(ANTIMEDIA) — A company is providing non-smoking employees an extra six days of vacation time per year to compensate for the time smoking staff members take on cigarette breaks.
Piala Inc, a Japanese marketing firm, introduced the policy in September after receiving multiple complaints from workers who do not smoke cigarettes.
“One of our non-smoking staff put a message in the company suggestion box earlier in the year saying that smoking breaks were causing problems. Our CEO saw the comment and agreed, so we are giving non-smokers some extra time off to compensate,” according to a spokesperson for Piala Inc.
Each cigarette break reportedly lasts at least 15 minutes because the firm is located on the 29th floor of a Tokyo office building.
The company hopes the new program will encourage employees to put an end to their nicotine addiction.
“I hope to encourage employees to quit smoking through incentives rather than penalties or coercion,” Takao Asuka, the Piala Inc CEO, told Kyodo News.
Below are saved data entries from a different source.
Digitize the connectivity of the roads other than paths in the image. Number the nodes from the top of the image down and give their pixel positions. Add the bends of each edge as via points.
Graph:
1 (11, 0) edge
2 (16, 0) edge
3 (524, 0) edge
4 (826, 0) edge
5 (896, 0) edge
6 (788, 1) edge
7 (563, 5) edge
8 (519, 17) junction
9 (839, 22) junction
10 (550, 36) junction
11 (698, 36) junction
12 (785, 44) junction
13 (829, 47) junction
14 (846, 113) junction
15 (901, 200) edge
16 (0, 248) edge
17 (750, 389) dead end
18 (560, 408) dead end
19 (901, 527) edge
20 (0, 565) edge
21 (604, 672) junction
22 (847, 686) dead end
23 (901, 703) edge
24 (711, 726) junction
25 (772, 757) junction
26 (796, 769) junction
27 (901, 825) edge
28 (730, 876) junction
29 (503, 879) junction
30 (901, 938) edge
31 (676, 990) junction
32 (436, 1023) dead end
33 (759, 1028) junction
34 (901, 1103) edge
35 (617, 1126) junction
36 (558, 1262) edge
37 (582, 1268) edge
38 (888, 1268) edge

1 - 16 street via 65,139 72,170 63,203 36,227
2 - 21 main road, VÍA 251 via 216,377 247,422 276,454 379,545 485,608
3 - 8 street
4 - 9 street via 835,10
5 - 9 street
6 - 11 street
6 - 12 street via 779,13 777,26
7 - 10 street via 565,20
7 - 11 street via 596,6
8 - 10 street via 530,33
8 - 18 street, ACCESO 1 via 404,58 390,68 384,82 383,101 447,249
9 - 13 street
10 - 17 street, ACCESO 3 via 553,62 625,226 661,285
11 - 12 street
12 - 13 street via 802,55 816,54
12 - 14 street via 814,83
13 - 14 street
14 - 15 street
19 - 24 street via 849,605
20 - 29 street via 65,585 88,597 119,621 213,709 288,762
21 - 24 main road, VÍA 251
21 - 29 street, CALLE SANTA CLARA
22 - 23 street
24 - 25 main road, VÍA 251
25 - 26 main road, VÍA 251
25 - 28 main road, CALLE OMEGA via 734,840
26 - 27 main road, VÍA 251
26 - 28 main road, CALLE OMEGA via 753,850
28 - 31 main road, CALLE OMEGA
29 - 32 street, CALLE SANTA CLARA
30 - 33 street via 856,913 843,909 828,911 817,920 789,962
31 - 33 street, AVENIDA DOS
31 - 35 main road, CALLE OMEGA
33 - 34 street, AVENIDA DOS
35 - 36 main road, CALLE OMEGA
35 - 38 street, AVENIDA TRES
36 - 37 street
The CEO also added that the program has already encouraged four members of the staff to give up the habit.
As Japan inches closer to the Tokyo-based 2020 Olympic games, the nation is doing everything it can to cut down on the number of smokers in the country, including a push for an outright smoking ban in public spaces.
Overall, 19.8 percent of Japanese adults are smokers, down from only four years ago when cigarette smokers made up 21.6 percent of the population.